Hoping someone can help. The Python script to define mixing is awesome by the way!!!!

thanks,

Dan
..................

Of note: The successes!!!!!! spinning smiley sticking its tongue out
  • If I pause and then change tools by clicking on the web-interface "heater 1" and then selecting another tool, this now works to change the extruder and color. i think this now works since I reset my standby temp on my to my active temp (i.e. G10 P0 S228 R228). I think this is because each tool shares the same heater, thus tool 1 will never reach standby temp and thus, allow tool 2 to start....... Agree???? Correct!!!
  • If I change T0 to T1 in the first lines of the sliced g-code, this starts the print with the appropriate tool color and works beautifully.

My remaining issues: eye rolling smiley
  • I can send the M567 P1 or M567 P2 command during a print and it will acknowledge the command (little blue box) and show the mixing ratios, however will not change the tool. This does absolutely nothing to the print. I have attached the zip file of the calibration print if you want to review.
  • If I sent a T# (1, 2, 3. 4. 5) in the command line, the printer simply stops and I have to reset via an "Emergency Stop" to restart.

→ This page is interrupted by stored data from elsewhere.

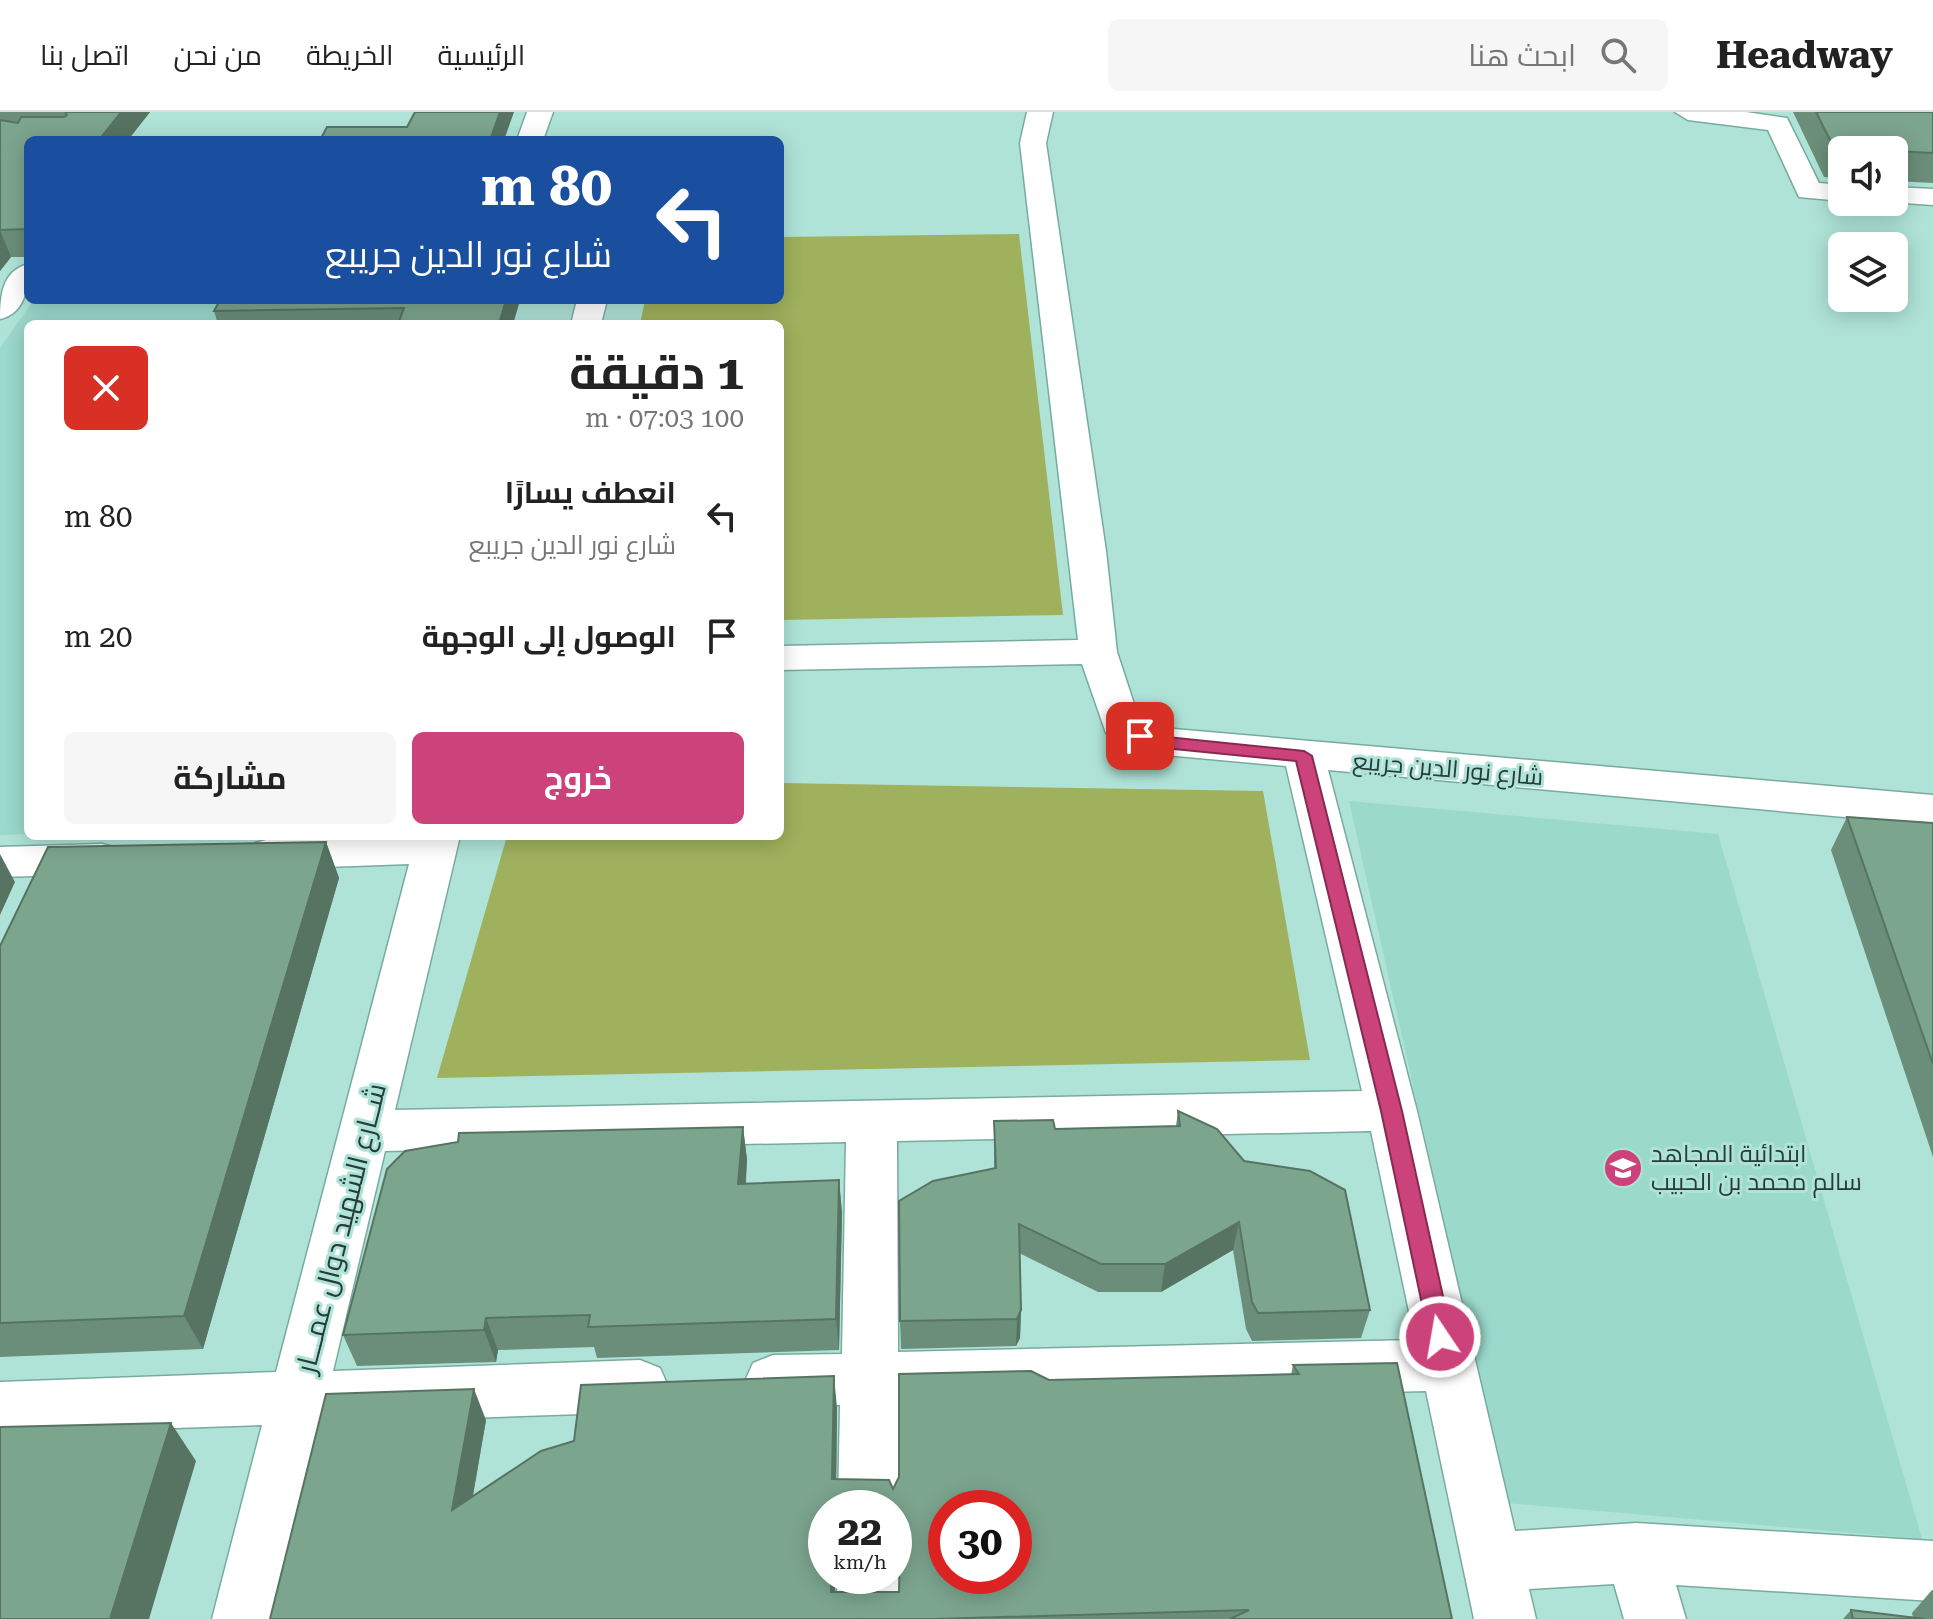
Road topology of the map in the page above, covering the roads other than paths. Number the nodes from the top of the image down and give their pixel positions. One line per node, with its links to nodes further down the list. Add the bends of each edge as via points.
1 (540, 112): 4 (street)
2 (1040, 112): 12 (street, شارع نور الدين جريبع, via 1033,143)
3 (1688, 112): 5 (street, via 1778,124 1809,191)
4 (531, 136)
5 (1828, 192)
6 (1908, 196): 7 (street)
7 (1933, 197)
8 (0, 261): 9 (street)
9 (24, 269)
10 (24, 276): 11 (street)
11 (0, 310)
12 (1098, 652): 13 (street); 14 (street, شارع نور الدين جريبع, via 1120,724 1140,736)
13 (784, 658)
14 (1304, 756): 15 (street, شارع نور الدين جريبع); 22 (street)
15 (1933, 810)
16 (437, 842): 17 (street); 24 (street, شــارع الشهيد دوال عمـــار)
17 (235, 855)
18 (143, 858): 19 (street)
19 (51, 861): 20 (street); 21 (street)
20 (0, 862)
21 (32, 902)
22 (1392, 1111): 23 (street); 25 (street)
23 (872, 1119): 24 (street); 26 (street)
24 (365, 1131): 27 (street, شــارع الشهيد دوال عمـــار)
25 (1446, 1365): 26 (street); 31 (street)
26 (869, 1378): 27 (street); 29 (street)
27 (299, 1398): 28 (street); 34 (street, شــارع الشهيد دوال عمـــار)
28 (0, 1408)
29 (868, 1490)
30 (1636, 1553): 31 (street); 32 (street); 37 (street)
31 (1491, 1562): 36 (street)
32 (1933, 1571)
33 (868, 1594): 35 (street)
34 (243, 1619)
35 (868, 1619)
36 (1505, 1619)
37 (1655, 1619)

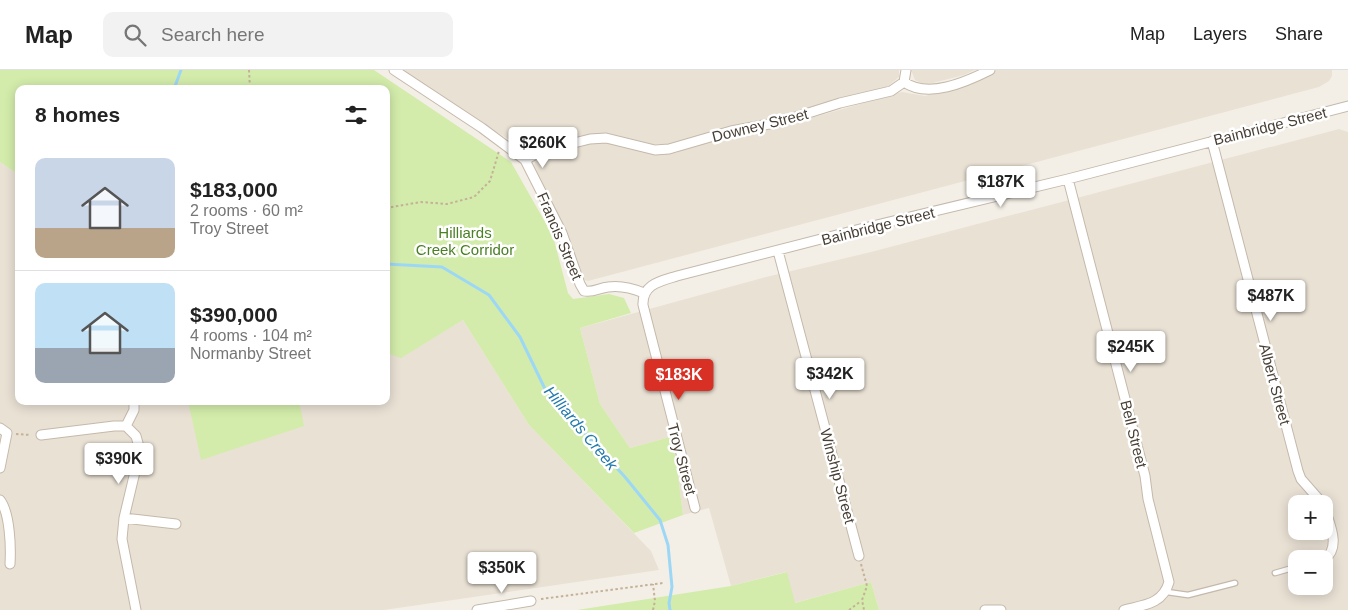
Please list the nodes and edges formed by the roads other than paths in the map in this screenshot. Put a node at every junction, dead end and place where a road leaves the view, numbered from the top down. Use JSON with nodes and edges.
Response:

Edited 1 time(s). Last edit at 04/14/2016 07:43PM by 3D-Print.
Re: Is there a way to automate editing of gcode files?
April 15, 2016 10:30AM
See my reply to your other post but I suspect that you haven't enabled mixing in your config.g
Re: Is there a way to automate editing of gcode files?
July 20, 2016 04:38PM
Here's a program I came up with for processing gcode:
Just place the file in the same folder as the executable.
It basically just creates a gradient from one height to the next. It also gets rid of having to use firmware retraction.